* RECORDS TO USE

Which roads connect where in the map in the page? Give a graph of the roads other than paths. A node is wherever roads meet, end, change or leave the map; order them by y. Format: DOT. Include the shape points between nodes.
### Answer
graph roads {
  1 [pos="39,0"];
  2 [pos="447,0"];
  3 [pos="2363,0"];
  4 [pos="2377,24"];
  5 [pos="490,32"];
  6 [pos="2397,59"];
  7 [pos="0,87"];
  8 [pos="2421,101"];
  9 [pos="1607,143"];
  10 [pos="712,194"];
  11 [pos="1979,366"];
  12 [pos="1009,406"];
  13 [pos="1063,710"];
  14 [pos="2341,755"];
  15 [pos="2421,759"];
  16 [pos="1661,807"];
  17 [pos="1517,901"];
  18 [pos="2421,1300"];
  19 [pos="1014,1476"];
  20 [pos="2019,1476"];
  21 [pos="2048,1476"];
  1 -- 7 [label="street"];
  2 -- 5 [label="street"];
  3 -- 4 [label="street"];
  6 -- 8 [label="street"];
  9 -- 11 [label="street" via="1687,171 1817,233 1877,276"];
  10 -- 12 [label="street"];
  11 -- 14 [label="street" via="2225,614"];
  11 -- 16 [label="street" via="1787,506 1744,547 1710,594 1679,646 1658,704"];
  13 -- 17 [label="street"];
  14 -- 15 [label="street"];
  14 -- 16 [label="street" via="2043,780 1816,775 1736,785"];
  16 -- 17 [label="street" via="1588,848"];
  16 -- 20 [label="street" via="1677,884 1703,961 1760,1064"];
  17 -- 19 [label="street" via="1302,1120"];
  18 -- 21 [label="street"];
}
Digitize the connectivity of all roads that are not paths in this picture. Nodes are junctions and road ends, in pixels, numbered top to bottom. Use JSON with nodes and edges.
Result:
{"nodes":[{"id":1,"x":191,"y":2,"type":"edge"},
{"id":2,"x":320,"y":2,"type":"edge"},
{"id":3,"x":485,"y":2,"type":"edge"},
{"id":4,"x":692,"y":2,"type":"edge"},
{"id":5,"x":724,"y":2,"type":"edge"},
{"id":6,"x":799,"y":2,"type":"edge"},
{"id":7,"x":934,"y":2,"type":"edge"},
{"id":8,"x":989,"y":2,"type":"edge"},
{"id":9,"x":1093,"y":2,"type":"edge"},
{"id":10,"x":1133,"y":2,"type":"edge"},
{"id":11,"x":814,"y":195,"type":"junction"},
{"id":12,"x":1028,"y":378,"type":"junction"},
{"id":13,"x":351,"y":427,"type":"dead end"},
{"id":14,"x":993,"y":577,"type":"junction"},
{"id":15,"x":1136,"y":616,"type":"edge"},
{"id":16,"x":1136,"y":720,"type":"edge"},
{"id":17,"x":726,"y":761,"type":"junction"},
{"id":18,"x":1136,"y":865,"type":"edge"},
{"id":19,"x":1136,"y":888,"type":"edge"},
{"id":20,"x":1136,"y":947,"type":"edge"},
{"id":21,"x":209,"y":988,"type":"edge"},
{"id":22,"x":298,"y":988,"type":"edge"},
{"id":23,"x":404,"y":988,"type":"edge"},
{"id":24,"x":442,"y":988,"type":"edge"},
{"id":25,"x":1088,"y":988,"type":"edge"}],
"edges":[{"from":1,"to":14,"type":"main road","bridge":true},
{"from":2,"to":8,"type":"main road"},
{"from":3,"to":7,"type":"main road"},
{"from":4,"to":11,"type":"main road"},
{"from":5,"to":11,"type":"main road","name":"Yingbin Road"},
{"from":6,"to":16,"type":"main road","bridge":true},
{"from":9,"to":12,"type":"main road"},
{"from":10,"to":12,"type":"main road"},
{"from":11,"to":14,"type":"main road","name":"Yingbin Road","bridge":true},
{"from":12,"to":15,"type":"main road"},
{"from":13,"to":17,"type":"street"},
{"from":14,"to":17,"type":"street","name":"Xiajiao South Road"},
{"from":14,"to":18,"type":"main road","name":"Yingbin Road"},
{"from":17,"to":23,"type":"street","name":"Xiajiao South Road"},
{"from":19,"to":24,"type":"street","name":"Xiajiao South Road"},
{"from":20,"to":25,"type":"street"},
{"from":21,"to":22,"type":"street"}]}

* TASK
Could you find every line in the records above that contains the word "edges" and copy it?

* ANSWER SPACE
Digitize the connectivity of all roads that are not paths in this picture. Nodes are junctions and road ends, in pixels, numbered top to bottom. Use JSON with nodes and edges.
"edges":[{"from":1,"to":14,"type":"main road","bridge":true},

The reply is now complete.